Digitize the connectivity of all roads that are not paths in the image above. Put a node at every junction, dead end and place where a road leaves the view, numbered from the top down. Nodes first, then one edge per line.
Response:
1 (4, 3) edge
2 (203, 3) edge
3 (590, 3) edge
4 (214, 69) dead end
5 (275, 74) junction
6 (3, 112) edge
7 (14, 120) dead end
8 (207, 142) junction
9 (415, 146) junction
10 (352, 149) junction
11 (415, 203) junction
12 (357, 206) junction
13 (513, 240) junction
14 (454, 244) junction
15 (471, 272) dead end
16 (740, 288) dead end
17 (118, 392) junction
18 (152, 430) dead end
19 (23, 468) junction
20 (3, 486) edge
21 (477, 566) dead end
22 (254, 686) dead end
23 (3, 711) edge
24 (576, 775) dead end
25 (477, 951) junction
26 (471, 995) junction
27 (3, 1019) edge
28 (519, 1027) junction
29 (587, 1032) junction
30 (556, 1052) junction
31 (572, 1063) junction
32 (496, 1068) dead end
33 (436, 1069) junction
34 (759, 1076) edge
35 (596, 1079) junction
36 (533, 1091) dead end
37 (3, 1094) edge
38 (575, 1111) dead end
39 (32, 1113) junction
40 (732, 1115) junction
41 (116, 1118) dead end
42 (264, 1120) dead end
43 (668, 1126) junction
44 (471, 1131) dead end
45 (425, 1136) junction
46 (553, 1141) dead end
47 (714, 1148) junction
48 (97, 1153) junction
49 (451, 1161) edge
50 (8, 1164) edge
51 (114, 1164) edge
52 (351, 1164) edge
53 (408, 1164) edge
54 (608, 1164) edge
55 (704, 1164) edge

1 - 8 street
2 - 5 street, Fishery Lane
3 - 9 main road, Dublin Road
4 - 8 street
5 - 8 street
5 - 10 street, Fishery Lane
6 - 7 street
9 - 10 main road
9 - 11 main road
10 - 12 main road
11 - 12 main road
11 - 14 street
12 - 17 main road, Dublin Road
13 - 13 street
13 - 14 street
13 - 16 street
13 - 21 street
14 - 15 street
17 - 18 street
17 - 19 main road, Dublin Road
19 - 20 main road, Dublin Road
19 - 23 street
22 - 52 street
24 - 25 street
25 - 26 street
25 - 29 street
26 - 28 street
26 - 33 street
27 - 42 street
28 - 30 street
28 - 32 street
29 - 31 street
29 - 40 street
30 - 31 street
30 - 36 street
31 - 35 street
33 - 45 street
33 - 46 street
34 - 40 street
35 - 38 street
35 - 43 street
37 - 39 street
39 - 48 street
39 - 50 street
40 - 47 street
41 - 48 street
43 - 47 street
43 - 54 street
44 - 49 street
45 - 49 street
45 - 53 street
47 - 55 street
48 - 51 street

===============

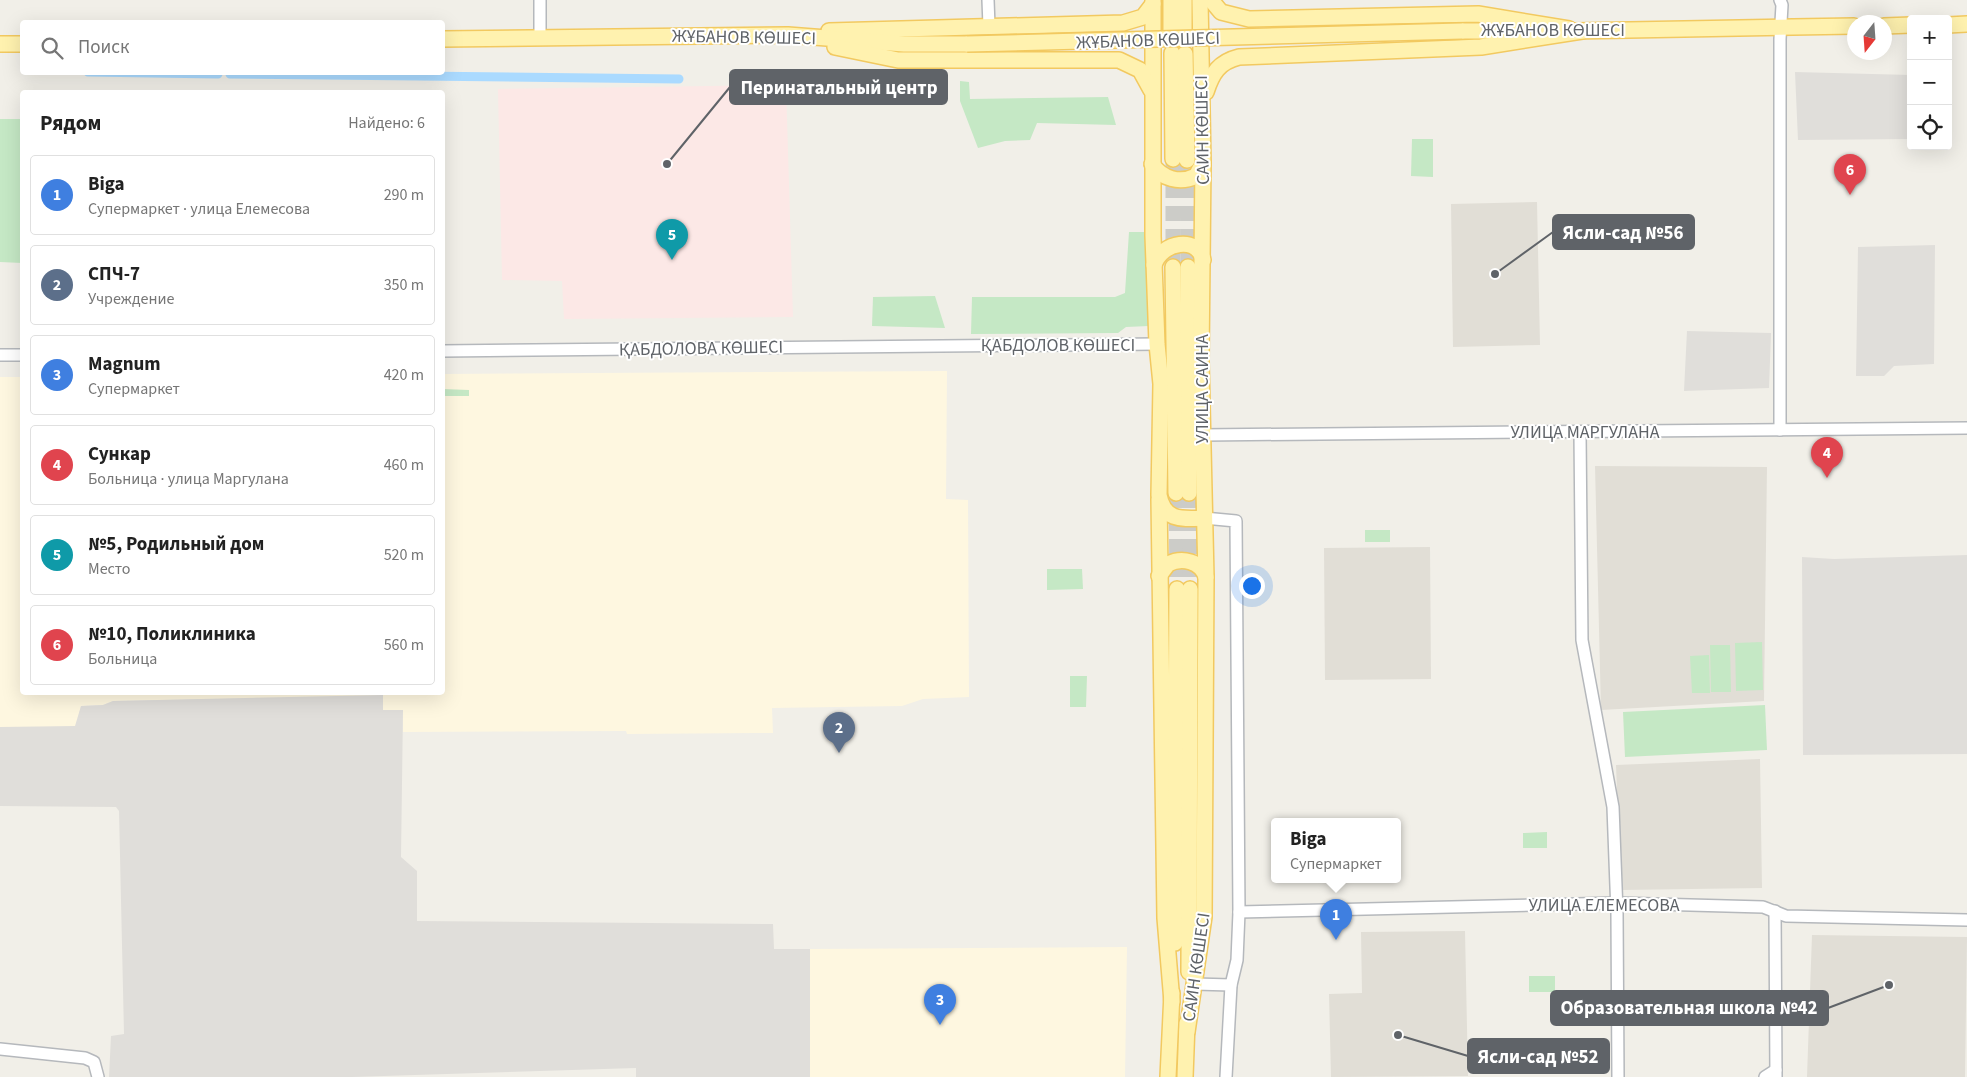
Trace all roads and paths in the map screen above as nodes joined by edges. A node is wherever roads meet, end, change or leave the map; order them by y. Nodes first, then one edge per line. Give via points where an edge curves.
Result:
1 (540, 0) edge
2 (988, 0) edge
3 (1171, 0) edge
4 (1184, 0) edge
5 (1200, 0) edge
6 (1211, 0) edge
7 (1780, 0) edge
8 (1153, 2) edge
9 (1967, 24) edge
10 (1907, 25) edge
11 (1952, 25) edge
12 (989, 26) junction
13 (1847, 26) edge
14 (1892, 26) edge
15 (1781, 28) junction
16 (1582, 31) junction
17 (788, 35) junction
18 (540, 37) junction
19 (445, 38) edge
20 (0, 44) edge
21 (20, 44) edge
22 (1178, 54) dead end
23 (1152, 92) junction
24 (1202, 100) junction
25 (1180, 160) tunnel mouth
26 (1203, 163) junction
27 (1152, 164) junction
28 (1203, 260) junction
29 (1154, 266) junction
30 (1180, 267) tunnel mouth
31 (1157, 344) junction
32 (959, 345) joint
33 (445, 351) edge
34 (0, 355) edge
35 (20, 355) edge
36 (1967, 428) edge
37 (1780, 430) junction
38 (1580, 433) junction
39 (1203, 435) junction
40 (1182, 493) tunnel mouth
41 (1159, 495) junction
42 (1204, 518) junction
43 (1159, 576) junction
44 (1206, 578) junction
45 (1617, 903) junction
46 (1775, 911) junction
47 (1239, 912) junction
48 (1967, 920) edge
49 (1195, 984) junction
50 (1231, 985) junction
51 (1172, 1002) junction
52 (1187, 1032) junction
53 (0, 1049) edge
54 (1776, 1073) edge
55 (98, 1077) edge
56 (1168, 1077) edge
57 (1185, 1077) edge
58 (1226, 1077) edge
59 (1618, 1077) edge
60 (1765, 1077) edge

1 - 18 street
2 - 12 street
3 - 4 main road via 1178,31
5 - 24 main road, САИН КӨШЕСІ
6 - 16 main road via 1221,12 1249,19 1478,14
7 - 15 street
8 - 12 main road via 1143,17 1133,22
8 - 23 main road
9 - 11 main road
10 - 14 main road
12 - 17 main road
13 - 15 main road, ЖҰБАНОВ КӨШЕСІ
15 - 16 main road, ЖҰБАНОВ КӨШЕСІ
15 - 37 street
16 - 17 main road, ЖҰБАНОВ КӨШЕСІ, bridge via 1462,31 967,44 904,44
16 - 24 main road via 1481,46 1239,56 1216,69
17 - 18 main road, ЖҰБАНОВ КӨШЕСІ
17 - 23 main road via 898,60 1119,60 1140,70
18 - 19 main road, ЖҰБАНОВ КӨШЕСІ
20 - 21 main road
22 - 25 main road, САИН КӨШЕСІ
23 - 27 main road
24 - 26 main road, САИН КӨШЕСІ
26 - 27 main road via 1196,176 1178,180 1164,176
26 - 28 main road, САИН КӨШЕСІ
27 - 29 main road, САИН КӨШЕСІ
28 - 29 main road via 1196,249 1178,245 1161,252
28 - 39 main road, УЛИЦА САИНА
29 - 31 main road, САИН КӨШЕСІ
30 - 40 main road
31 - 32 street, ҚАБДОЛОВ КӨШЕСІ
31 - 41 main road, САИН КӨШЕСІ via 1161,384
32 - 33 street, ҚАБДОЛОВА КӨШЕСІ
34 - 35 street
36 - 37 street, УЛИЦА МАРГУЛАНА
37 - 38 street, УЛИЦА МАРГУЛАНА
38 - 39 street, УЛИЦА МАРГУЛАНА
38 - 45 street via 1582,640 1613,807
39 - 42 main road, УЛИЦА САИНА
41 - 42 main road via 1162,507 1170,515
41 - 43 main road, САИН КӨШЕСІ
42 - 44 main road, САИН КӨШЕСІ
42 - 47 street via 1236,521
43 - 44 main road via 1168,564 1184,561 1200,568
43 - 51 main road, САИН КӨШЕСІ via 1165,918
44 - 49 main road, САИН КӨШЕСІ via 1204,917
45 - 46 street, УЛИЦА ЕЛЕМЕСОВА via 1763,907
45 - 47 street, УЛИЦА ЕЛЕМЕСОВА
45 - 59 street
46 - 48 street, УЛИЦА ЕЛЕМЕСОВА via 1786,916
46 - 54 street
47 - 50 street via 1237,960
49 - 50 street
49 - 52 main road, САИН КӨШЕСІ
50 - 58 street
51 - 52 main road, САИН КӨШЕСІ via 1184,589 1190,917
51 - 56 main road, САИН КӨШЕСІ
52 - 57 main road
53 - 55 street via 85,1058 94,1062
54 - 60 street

===============

→ Work order: Copy all lines of the material above where the string "УЛИЦА" occurs.

→ Exercise result:
28 - 39 main road, УЛИЦА САИНА
36 - 37 street, УЛИЦА МАРГУЛАНА
37 - 38 street, УЛИЦА МАРГУЛАНА
38 - 39 street, УЛИЦА МАРГУЛАНА
39 - 42 main road, УЛИЦА САИНА
45 - 46 street, УЛИЦА ЕЛЕМЕСОВА via 1763,907
45 - 47 street, УЛИЦА ЕЛЕМЕСОВА
46 - 48 street, УЛИЦА ЕЛЕМЕСОВА via 1786,916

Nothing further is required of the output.